Count the lines below that include "view". Only the number should be given.

(Stored items)
• • • • • • •

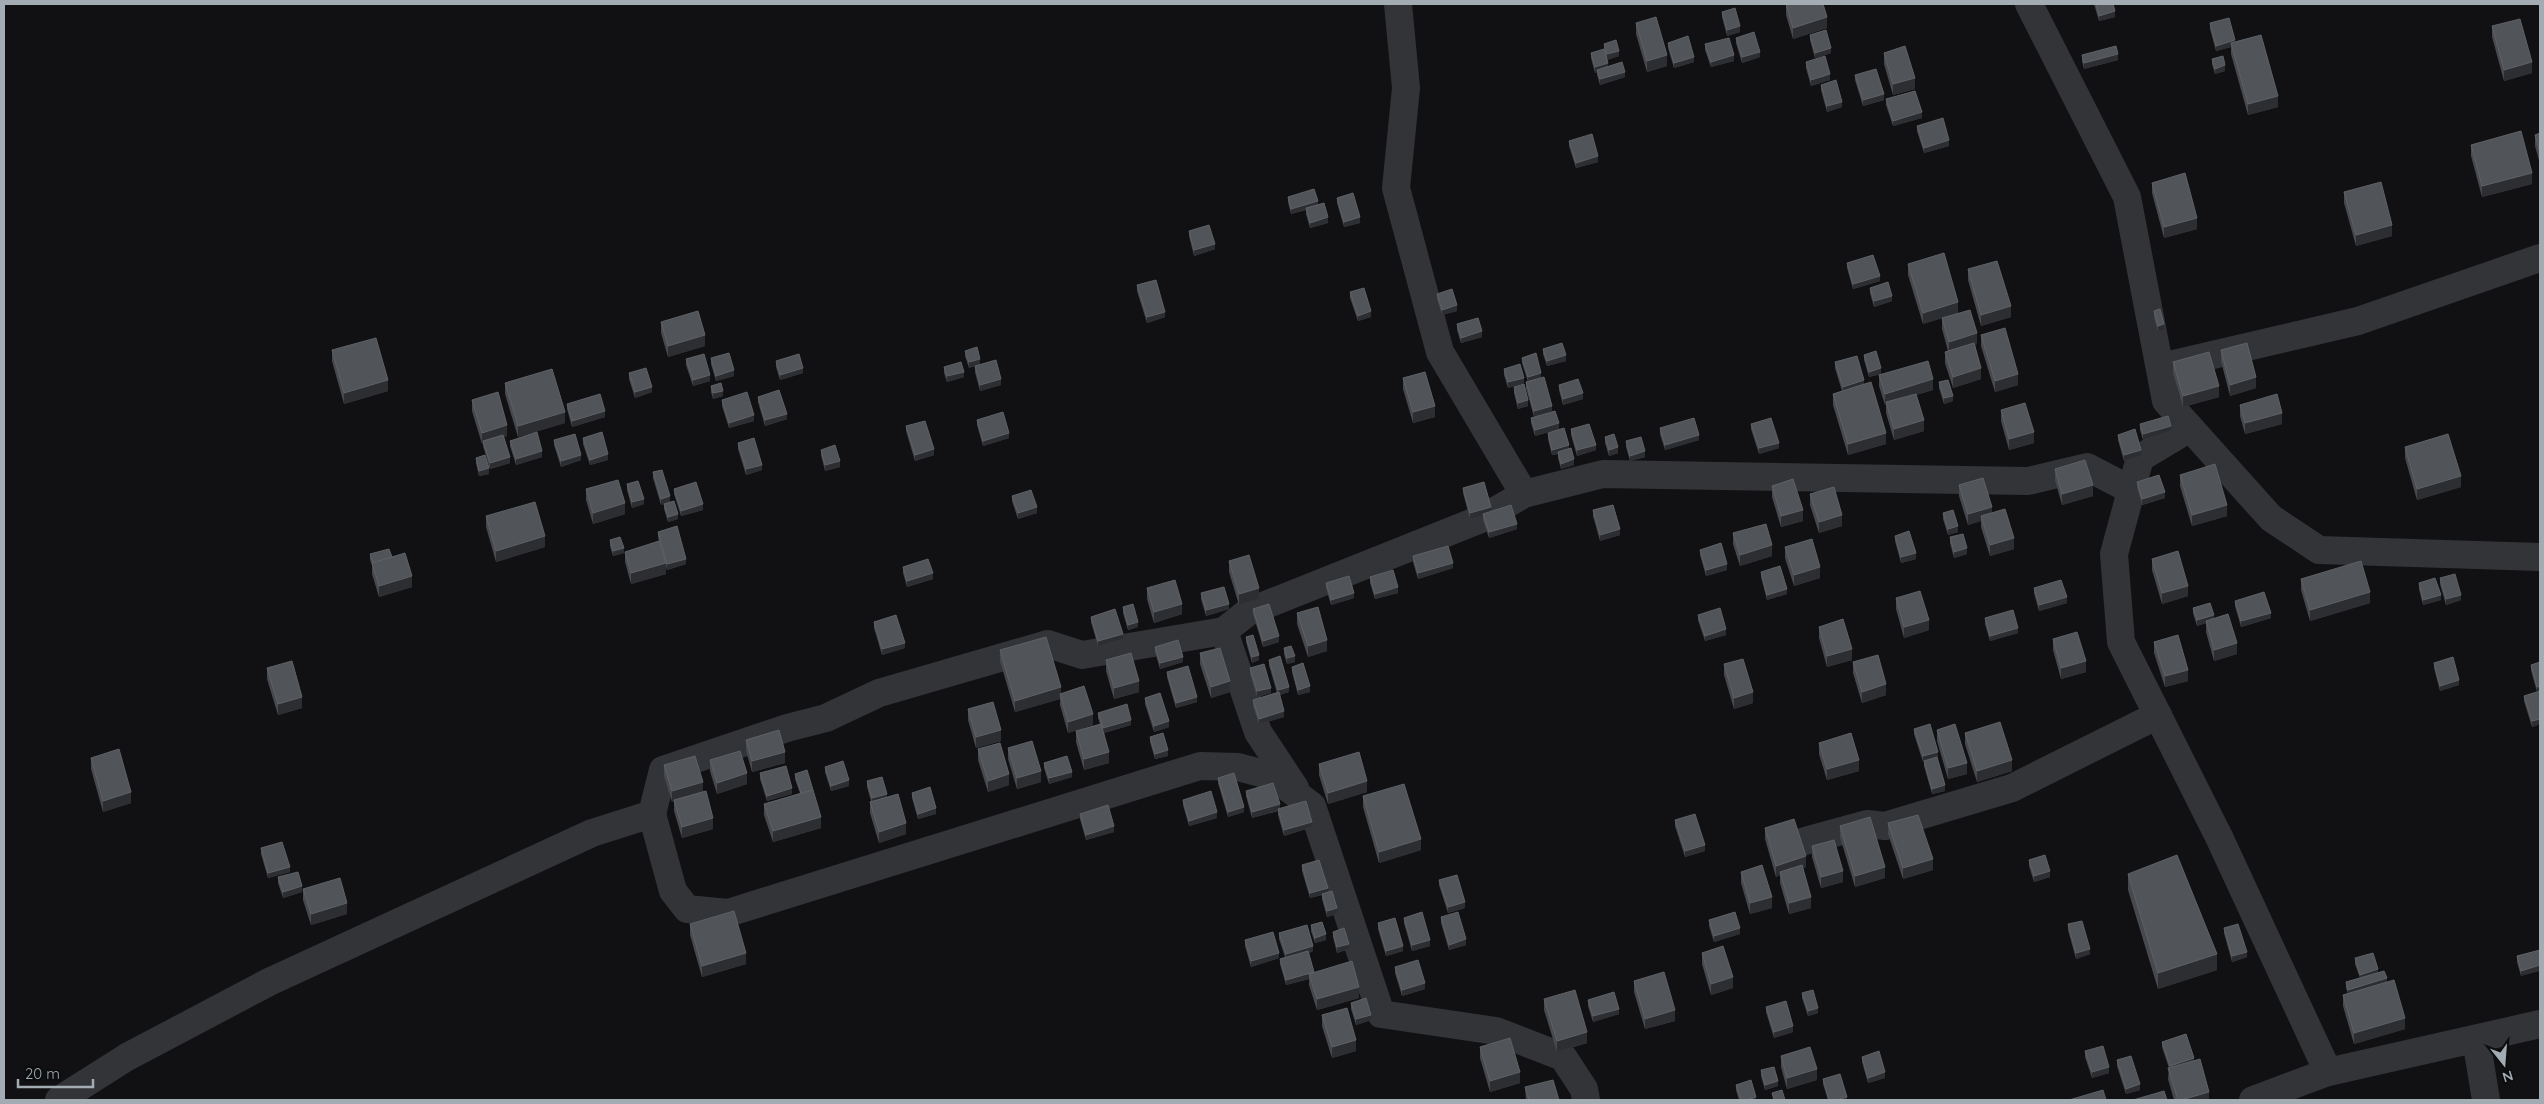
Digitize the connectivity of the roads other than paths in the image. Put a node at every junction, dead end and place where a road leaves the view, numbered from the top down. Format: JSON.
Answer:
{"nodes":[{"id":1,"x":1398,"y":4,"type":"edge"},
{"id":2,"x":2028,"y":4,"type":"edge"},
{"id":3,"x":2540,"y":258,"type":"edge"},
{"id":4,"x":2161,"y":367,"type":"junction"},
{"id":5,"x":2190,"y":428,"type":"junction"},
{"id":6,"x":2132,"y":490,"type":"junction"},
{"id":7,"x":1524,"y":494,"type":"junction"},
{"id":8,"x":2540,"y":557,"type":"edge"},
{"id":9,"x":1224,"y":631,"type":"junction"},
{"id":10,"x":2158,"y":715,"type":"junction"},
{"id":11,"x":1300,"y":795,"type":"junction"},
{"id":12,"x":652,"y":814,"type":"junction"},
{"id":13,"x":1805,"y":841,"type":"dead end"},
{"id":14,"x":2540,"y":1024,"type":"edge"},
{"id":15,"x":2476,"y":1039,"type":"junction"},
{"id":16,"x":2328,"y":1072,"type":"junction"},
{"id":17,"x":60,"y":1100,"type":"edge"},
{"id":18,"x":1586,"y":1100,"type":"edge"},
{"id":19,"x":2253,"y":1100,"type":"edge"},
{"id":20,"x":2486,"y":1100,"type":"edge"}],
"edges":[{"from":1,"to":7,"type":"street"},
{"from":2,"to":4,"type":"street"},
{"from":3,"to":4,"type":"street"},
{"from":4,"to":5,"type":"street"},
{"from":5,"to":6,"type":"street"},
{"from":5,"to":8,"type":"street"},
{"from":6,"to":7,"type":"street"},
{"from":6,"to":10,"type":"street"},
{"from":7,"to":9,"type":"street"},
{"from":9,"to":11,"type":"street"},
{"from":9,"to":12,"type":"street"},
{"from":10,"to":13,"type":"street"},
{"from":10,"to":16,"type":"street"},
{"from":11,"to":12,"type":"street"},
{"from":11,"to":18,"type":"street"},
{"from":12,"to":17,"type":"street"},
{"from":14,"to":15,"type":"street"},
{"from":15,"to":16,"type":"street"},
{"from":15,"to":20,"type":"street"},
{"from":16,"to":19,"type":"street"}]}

• • • • • • •

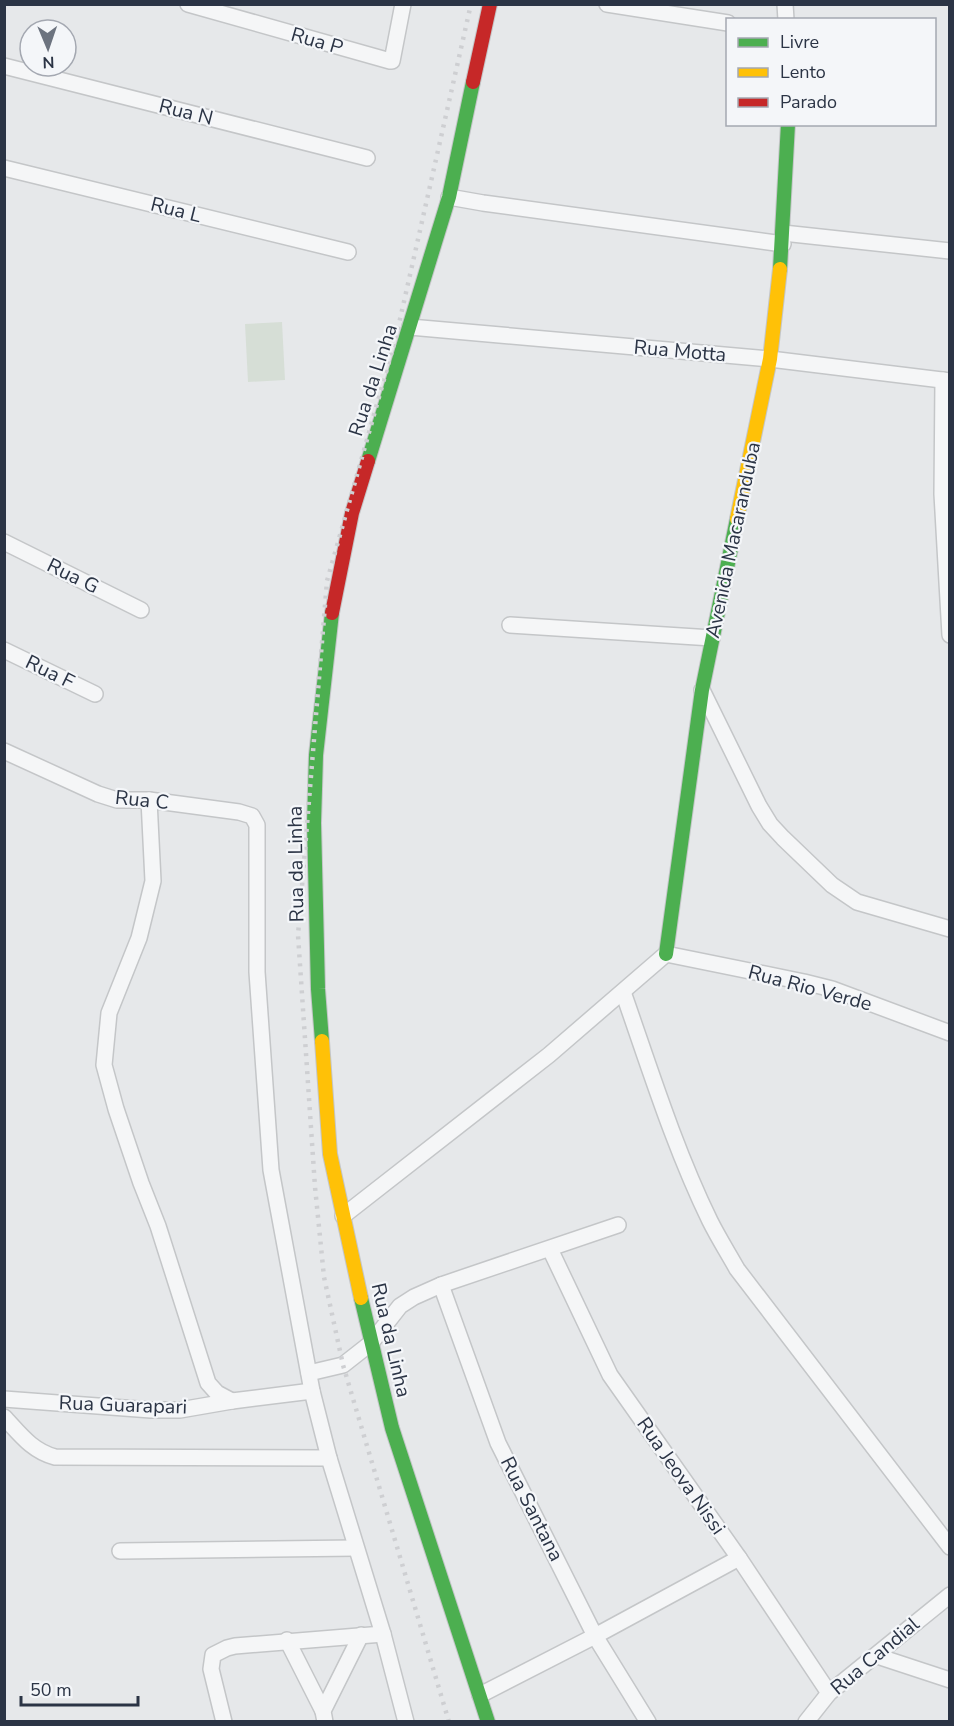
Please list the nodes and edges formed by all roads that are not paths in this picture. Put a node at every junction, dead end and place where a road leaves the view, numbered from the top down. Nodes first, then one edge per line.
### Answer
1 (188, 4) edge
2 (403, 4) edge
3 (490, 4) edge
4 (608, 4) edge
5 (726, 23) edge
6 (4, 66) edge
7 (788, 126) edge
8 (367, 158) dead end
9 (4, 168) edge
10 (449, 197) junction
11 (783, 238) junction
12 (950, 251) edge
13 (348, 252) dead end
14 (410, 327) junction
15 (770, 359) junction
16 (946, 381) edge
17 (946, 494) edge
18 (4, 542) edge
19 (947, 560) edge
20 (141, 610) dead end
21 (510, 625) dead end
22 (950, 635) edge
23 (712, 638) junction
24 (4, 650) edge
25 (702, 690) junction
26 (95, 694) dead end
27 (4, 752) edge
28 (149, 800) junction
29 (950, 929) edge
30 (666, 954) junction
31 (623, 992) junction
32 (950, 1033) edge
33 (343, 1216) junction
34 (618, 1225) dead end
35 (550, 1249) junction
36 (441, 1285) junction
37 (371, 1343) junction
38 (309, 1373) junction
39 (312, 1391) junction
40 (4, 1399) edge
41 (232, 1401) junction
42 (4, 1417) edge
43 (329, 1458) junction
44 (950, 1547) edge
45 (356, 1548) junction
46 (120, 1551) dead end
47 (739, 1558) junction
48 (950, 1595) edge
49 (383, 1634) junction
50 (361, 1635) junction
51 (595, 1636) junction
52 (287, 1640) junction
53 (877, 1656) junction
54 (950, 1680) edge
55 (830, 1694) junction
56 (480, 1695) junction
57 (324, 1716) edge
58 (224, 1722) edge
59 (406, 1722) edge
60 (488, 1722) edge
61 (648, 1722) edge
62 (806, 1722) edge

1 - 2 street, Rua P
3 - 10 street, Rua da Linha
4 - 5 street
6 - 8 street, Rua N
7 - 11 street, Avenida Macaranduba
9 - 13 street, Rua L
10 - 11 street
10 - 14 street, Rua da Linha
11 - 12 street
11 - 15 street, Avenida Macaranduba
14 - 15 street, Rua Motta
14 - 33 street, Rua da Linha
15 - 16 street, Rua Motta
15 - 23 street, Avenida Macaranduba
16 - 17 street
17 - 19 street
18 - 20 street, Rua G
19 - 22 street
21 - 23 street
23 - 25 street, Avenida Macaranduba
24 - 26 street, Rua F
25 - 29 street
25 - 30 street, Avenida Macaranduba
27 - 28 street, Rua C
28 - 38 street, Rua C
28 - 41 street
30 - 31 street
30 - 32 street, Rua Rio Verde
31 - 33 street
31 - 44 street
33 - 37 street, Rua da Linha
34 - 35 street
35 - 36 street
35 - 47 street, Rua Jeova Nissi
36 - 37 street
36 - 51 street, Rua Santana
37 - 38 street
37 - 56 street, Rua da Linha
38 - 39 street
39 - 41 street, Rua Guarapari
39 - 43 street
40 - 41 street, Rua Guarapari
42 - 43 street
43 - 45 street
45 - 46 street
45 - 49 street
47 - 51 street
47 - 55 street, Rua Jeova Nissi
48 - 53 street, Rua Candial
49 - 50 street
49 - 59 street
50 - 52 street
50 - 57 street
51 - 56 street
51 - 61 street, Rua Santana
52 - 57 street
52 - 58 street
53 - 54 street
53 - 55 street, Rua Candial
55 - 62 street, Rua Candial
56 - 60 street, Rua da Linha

• • • • • • •

WRITTEN ANSWER: 2